ABOUT THIS TASK: Scan the material below for lines with the word "Warszawska" and report how many there are, with nothing added.

SOURCE DATA:
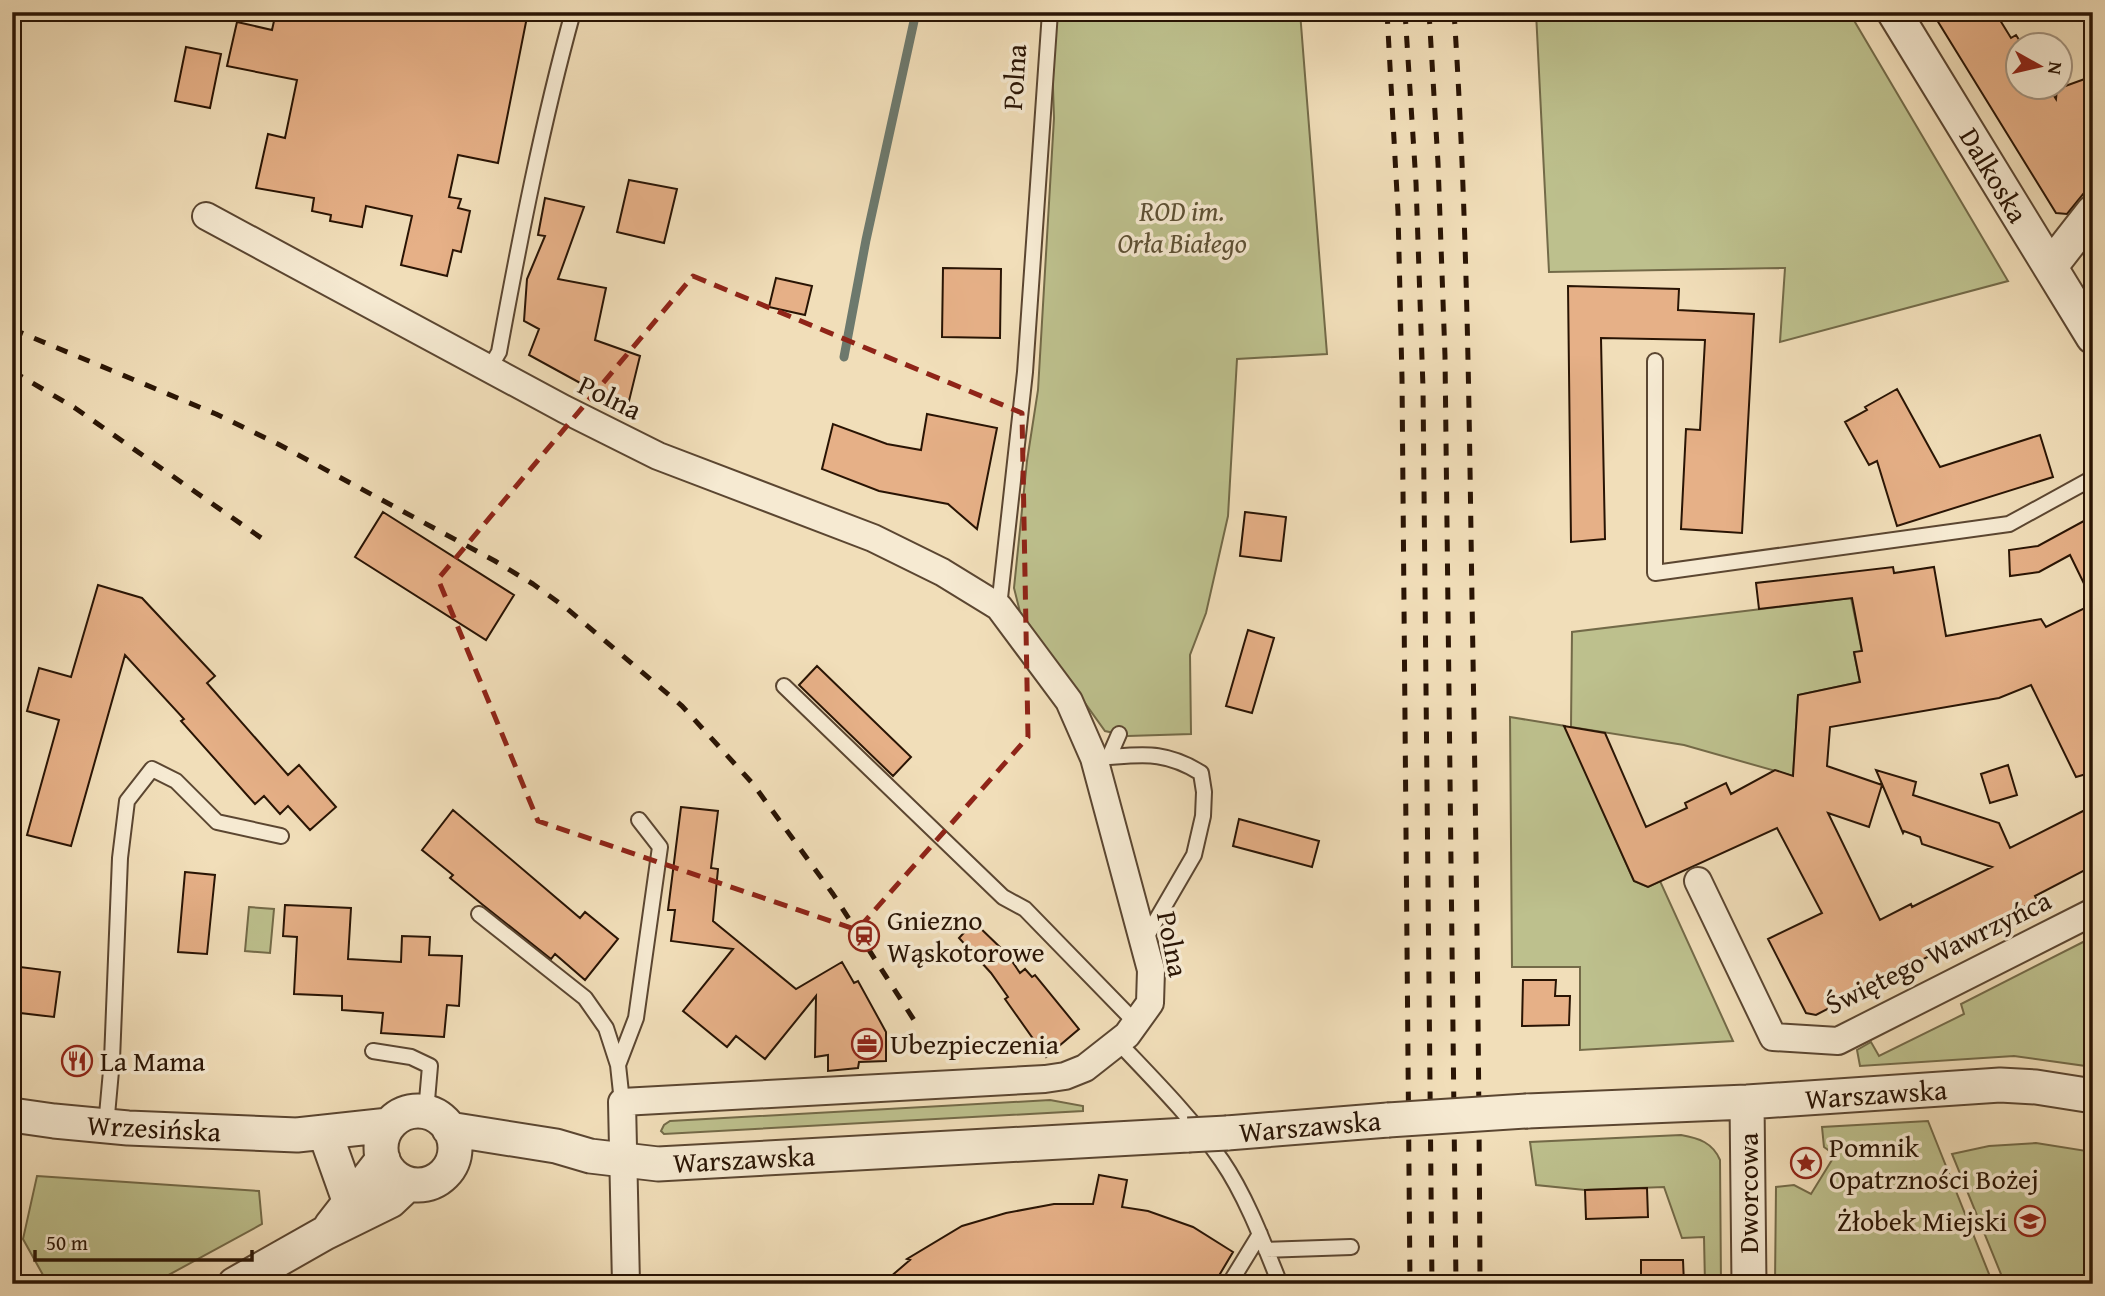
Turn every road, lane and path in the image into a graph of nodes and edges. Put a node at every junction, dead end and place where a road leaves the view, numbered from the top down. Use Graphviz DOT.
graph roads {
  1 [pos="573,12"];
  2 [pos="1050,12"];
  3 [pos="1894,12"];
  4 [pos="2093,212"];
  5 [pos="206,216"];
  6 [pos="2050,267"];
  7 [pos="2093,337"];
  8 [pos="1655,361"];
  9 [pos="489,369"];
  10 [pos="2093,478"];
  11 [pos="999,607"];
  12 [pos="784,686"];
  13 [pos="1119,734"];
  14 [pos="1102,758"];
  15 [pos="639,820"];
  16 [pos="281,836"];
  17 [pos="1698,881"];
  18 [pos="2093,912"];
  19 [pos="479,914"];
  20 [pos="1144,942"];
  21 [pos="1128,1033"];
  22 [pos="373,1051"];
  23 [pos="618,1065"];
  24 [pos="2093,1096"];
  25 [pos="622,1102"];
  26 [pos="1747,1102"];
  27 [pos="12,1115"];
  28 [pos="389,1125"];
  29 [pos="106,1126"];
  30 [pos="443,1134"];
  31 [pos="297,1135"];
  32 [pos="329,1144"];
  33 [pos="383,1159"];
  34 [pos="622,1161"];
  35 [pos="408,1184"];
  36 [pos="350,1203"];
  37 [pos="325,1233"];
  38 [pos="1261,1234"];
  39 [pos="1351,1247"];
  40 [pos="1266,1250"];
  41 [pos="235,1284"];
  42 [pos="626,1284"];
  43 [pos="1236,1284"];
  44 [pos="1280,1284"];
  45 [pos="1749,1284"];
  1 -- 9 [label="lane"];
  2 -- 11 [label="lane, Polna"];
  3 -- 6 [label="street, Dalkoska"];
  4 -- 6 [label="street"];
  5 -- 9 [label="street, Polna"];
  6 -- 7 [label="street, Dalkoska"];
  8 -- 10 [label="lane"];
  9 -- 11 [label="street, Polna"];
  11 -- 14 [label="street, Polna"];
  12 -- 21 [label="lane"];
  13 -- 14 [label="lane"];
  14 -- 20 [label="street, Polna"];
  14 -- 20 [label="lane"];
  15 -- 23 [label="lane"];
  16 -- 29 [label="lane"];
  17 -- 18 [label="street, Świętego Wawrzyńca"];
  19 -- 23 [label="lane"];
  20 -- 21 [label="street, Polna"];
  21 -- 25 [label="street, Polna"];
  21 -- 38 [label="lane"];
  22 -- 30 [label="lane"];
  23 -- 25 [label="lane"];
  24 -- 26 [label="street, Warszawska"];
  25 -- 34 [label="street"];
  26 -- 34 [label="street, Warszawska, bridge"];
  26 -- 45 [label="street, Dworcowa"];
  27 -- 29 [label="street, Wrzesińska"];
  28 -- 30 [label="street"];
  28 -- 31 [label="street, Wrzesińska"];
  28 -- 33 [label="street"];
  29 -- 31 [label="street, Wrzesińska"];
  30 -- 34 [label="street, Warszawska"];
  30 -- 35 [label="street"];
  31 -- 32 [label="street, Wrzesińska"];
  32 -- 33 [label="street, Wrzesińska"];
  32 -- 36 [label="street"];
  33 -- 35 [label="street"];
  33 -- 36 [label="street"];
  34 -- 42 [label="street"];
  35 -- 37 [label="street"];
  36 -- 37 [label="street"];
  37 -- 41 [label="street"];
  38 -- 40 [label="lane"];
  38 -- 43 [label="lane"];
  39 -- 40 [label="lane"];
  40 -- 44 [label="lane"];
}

==

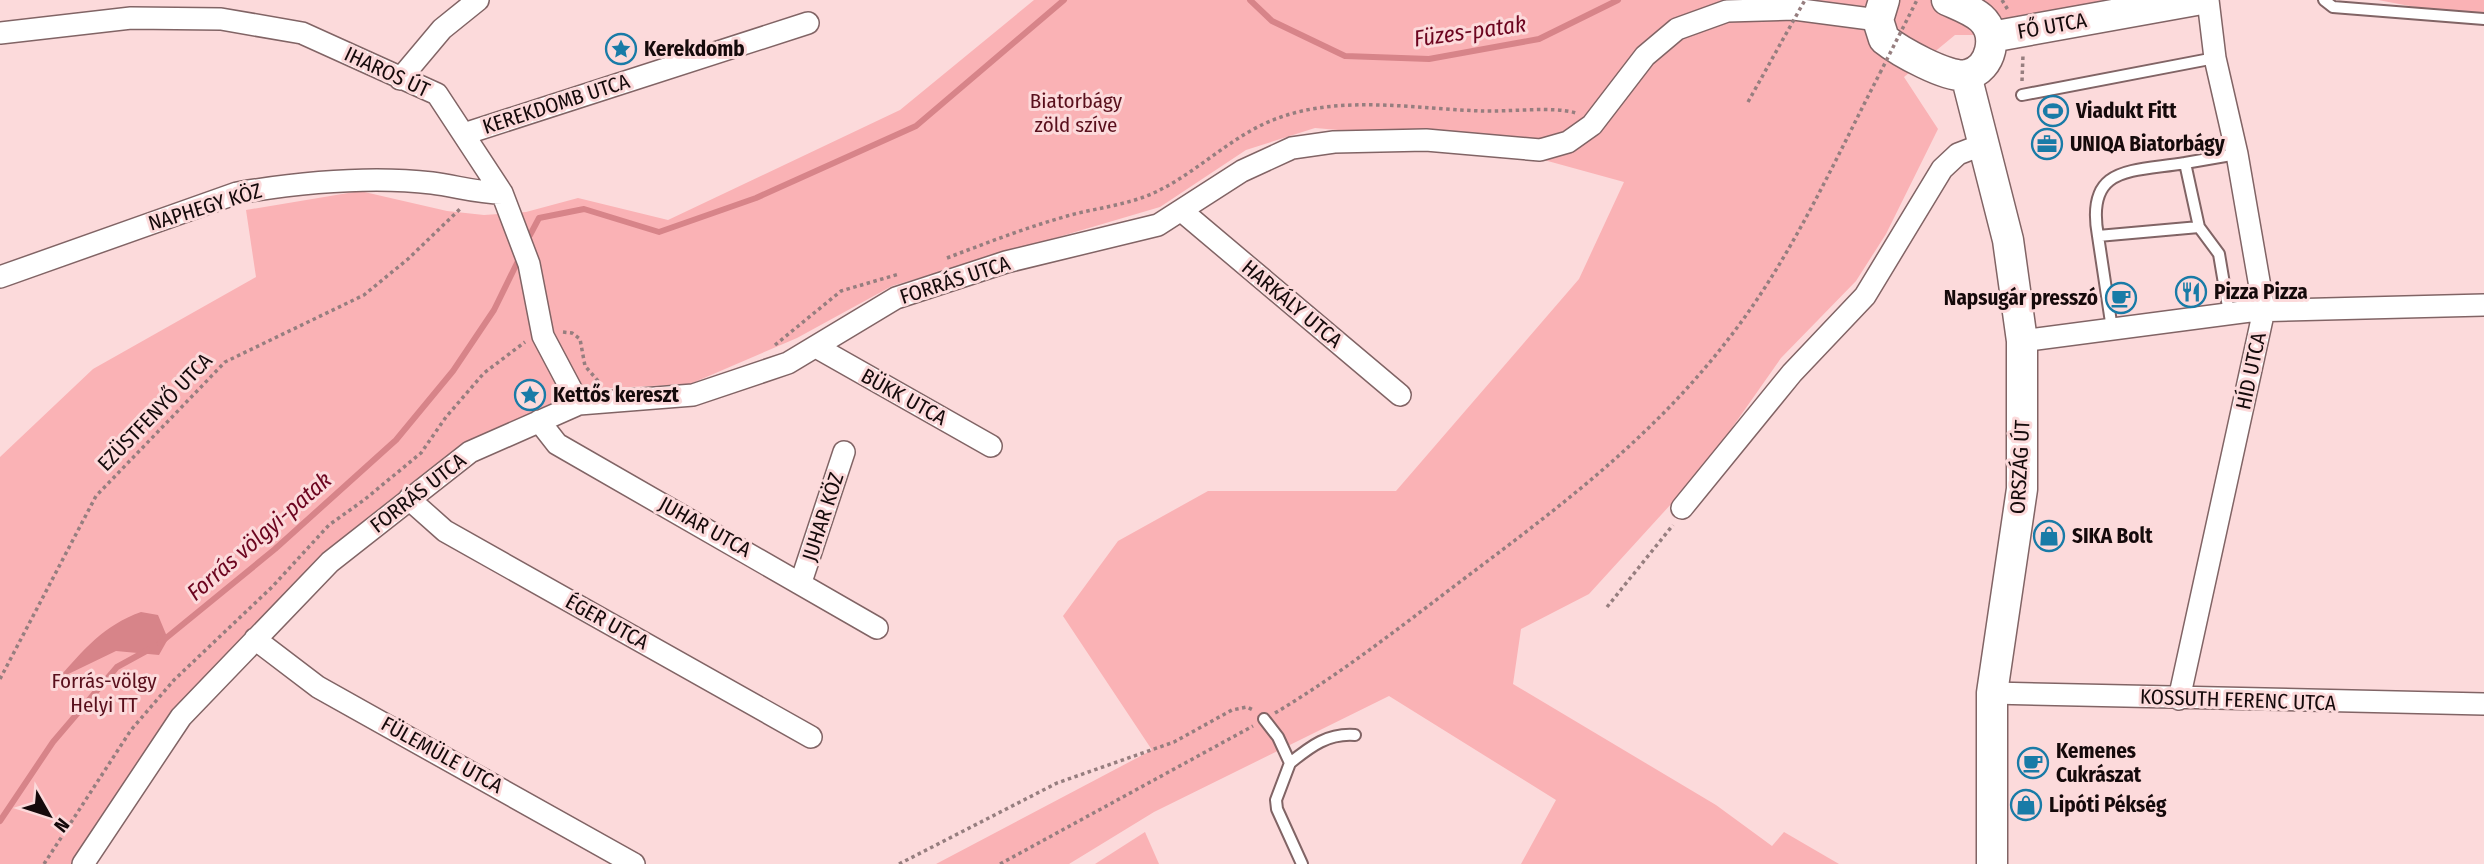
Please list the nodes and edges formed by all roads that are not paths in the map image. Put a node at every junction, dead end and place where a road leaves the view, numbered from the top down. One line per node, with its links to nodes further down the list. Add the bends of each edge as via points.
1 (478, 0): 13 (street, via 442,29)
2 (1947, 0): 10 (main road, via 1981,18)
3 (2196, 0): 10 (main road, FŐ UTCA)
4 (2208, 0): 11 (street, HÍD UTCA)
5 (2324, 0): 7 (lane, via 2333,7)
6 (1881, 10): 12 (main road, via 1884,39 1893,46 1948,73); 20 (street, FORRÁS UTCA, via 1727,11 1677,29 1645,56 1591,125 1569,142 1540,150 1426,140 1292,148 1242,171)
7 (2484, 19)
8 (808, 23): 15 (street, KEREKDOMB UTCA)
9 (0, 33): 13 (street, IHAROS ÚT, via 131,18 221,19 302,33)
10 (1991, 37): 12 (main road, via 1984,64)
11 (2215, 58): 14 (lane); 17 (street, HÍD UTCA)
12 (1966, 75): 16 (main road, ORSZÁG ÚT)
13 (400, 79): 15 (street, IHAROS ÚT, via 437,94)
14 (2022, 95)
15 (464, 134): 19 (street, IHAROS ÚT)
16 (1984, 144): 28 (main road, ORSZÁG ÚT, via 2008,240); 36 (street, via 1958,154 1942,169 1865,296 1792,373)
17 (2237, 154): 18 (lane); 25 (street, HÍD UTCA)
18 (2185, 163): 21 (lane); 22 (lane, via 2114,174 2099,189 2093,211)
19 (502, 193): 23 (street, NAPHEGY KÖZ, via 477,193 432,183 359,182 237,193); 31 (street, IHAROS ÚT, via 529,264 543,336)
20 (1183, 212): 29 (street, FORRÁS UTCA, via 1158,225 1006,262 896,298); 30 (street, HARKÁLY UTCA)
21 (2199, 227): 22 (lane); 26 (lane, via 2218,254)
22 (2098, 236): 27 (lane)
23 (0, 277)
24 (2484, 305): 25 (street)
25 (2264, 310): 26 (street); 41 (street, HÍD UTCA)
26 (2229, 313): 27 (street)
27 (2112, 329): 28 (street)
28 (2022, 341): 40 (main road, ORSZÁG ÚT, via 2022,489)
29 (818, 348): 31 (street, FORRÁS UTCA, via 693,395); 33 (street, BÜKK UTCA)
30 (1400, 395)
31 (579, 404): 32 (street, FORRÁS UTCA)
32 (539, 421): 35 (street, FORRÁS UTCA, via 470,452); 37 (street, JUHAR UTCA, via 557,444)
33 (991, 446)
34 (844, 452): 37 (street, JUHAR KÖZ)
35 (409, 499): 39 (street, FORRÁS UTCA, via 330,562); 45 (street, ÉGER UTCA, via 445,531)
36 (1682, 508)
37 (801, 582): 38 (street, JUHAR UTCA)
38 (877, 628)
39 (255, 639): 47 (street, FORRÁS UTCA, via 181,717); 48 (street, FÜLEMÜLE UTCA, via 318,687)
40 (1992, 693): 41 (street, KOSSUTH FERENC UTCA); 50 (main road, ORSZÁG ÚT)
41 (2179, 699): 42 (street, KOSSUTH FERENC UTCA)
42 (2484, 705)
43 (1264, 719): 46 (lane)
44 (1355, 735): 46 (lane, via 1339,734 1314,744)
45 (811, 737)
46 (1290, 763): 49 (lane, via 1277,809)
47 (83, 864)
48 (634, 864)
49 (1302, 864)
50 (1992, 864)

SOLUTION: 3